Look through the material below. Copy every line with the string "Tifelt" in it.
········
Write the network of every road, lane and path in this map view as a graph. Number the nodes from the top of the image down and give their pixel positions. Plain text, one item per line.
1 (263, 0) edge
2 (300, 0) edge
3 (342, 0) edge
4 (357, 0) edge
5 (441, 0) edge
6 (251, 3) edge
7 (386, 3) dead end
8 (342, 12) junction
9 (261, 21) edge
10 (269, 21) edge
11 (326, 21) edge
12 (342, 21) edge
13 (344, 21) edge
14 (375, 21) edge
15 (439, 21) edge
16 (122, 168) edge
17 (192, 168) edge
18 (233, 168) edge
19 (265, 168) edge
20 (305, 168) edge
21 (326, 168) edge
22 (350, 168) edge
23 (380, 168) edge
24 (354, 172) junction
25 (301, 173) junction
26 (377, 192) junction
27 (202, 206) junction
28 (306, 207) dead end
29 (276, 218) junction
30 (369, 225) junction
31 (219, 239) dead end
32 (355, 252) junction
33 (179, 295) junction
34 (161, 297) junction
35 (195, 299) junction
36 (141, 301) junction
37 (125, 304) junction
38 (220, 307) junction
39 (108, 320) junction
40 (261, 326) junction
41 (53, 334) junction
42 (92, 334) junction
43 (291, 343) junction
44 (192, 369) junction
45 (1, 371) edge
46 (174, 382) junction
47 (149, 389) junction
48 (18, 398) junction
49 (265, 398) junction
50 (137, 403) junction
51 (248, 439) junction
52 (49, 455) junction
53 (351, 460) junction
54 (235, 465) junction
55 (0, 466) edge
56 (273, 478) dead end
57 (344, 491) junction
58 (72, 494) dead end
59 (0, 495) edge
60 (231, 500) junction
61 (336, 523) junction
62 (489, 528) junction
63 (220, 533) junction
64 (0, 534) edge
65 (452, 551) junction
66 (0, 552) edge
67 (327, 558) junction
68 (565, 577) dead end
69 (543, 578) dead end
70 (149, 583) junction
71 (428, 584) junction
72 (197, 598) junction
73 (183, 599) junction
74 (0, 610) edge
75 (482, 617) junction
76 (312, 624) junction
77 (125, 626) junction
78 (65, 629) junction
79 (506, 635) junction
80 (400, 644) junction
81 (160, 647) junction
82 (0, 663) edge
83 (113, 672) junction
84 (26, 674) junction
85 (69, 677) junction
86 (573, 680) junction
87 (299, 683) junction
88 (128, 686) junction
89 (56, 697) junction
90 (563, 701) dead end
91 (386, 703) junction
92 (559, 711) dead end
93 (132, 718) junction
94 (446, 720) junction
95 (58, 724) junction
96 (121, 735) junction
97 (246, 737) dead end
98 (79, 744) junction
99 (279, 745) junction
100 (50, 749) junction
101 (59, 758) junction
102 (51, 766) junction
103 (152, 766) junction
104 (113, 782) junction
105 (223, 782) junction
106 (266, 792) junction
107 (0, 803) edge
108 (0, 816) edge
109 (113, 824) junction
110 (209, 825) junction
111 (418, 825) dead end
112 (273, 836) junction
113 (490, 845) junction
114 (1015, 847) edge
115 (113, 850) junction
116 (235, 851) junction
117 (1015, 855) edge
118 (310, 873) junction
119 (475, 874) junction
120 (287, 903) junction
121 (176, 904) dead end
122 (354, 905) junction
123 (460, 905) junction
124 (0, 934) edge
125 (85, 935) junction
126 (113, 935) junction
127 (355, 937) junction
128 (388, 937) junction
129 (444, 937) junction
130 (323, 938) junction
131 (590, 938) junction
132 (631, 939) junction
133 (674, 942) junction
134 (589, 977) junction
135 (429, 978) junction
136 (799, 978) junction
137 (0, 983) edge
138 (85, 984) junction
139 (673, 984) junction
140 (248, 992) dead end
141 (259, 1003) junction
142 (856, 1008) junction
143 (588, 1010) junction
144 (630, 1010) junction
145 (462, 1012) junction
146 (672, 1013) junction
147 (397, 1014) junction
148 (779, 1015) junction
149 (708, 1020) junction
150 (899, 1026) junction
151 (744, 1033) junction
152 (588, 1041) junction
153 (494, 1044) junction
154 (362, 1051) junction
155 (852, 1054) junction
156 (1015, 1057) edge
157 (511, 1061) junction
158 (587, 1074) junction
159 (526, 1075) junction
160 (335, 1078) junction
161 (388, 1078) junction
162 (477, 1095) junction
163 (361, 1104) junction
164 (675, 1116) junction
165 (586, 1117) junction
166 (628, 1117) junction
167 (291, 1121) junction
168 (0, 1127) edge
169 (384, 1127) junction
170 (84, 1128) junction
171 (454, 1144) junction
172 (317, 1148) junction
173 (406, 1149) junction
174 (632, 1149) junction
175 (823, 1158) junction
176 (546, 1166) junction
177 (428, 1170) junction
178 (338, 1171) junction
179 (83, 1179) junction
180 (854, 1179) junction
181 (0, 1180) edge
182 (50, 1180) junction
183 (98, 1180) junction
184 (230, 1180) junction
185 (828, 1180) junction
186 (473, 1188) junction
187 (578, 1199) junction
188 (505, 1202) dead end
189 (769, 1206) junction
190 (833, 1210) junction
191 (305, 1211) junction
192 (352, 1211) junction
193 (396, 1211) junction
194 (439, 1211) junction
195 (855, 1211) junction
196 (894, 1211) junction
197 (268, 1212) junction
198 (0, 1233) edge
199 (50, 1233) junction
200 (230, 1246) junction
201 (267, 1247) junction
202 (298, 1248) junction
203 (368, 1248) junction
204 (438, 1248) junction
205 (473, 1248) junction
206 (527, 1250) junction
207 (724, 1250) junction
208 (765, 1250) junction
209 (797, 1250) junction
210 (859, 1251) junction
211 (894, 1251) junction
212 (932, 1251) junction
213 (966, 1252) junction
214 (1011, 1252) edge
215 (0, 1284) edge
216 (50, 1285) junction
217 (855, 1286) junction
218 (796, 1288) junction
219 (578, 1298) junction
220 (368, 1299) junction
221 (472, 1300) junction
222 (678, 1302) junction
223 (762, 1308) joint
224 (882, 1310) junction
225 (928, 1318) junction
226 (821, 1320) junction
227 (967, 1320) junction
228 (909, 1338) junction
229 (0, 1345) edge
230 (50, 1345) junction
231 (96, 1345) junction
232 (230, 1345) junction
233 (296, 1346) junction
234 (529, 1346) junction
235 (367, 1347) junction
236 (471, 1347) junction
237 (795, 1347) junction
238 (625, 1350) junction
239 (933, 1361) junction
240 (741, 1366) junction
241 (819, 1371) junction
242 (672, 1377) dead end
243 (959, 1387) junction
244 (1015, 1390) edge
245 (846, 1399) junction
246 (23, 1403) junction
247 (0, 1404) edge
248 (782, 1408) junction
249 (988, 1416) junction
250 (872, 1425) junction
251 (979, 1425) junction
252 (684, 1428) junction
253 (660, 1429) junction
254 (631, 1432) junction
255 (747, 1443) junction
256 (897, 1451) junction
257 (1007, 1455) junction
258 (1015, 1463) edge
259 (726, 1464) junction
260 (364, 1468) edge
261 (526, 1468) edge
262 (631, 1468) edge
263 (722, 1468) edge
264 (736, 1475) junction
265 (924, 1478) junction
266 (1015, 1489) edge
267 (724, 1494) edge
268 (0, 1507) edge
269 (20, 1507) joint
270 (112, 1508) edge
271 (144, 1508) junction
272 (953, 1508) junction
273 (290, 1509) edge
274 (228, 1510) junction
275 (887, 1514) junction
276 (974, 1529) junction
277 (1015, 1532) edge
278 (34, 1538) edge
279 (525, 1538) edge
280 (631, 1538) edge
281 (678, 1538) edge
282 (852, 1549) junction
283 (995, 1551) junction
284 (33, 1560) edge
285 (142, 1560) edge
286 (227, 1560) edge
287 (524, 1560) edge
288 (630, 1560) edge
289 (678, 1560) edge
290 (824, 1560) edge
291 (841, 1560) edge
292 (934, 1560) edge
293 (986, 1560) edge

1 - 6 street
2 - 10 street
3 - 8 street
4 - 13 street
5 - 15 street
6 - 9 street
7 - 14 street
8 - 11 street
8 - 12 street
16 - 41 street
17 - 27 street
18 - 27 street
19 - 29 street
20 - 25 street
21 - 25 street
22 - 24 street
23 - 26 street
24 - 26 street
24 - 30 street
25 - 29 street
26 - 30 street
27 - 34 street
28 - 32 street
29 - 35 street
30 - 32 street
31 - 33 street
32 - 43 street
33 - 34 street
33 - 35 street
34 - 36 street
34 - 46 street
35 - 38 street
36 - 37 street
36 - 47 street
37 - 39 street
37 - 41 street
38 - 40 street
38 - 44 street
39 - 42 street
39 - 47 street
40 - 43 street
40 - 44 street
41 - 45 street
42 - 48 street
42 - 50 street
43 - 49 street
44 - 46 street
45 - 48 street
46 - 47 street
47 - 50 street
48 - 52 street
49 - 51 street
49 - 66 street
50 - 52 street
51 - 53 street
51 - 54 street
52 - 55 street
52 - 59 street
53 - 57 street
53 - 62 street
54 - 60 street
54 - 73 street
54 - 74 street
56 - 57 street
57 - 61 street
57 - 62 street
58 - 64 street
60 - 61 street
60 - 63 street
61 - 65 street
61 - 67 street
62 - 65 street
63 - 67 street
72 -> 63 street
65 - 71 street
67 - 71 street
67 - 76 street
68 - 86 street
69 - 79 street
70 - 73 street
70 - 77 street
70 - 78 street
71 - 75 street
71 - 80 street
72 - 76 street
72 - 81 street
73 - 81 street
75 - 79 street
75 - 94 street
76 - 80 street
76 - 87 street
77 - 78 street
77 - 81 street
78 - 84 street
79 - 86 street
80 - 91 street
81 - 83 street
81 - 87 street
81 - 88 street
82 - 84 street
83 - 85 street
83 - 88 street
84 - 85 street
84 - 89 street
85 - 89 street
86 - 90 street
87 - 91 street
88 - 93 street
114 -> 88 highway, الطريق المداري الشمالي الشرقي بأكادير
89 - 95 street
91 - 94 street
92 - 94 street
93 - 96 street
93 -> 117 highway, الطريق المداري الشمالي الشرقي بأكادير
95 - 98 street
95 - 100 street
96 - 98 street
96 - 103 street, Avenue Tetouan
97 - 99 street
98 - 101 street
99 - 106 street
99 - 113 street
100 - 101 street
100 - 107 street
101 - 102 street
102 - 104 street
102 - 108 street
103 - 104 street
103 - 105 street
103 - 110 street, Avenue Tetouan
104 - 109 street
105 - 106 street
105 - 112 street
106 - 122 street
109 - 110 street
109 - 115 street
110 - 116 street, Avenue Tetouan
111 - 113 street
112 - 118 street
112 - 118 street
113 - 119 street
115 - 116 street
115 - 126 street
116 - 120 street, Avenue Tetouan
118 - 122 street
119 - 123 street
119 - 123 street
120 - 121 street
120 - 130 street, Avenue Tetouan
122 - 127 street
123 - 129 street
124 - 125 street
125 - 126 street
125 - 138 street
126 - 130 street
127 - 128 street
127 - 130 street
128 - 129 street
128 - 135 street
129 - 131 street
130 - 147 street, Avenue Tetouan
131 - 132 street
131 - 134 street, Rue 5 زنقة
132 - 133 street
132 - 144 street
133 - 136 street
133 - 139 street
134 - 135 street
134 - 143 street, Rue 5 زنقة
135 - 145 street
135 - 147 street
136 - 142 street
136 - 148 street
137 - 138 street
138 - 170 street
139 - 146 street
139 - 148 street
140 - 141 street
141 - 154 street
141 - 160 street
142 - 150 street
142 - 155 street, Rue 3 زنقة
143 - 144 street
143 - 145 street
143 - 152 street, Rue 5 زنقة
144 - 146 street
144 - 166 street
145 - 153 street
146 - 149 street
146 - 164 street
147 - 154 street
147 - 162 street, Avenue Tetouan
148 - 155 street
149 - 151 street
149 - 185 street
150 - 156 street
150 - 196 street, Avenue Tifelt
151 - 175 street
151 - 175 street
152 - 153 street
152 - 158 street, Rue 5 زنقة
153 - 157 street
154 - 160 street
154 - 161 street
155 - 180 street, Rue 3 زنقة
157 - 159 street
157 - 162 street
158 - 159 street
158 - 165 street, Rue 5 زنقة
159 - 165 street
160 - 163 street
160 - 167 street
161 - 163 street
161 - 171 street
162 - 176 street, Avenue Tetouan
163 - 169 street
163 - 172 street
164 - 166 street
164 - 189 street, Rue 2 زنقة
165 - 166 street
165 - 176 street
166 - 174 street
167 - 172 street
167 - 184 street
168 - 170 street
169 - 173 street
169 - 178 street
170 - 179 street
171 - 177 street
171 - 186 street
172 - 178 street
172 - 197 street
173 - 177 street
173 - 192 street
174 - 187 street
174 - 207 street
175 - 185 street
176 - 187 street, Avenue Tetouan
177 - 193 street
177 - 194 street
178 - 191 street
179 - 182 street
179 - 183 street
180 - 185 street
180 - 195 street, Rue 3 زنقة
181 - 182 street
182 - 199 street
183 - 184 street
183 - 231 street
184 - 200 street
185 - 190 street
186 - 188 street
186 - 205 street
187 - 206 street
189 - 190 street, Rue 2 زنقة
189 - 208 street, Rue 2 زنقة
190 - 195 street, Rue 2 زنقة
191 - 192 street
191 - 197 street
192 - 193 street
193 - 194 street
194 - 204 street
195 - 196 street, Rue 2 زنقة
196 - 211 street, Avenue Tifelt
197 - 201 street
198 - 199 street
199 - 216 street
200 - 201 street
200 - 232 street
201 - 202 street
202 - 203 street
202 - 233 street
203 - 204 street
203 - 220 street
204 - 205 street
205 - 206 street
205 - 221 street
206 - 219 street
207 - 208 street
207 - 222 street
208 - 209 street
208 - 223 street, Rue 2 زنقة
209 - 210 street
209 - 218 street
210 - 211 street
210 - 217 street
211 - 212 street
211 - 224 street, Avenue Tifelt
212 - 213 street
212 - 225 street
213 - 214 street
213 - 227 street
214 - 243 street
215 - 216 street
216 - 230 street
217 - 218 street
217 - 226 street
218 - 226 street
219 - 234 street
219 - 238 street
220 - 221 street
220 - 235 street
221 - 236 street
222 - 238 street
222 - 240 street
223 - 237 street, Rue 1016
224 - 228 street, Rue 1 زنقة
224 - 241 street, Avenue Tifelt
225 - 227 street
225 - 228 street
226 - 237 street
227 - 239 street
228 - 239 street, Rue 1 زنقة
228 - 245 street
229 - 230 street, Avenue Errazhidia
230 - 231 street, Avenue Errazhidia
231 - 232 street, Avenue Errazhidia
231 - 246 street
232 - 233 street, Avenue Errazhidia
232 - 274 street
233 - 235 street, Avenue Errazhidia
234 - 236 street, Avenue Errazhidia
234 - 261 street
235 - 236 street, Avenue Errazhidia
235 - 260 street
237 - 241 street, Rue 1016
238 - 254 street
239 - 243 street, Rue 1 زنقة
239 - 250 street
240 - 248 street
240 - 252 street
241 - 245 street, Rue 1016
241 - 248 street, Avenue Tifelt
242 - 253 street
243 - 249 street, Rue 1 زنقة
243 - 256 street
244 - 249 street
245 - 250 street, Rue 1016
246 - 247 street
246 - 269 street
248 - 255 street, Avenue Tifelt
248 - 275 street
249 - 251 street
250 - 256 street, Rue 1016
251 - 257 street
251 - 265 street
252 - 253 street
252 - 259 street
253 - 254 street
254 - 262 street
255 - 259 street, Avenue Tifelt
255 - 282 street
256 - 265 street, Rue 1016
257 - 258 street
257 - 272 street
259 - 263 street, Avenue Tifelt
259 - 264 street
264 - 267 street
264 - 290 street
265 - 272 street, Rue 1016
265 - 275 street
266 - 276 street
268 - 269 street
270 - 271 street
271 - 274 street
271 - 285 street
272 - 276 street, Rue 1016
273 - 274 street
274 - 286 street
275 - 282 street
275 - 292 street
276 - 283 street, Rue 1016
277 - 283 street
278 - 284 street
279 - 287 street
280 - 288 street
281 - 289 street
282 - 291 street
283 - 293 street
········
◆ Exercise output:
150 - 196 street, Avenue Tifelt
196 - 211 street, Avenue Tifelt
211 - 224 street, Avenue Tifelt
224 - 241 street, Avenue Tifelt
241 - 248 street, Avenue Tifelt
248 - 255 street, Avenue Tifelt
255 - 259 street, Avenue Tifelt
259 - 263 street, Avenue Tifelt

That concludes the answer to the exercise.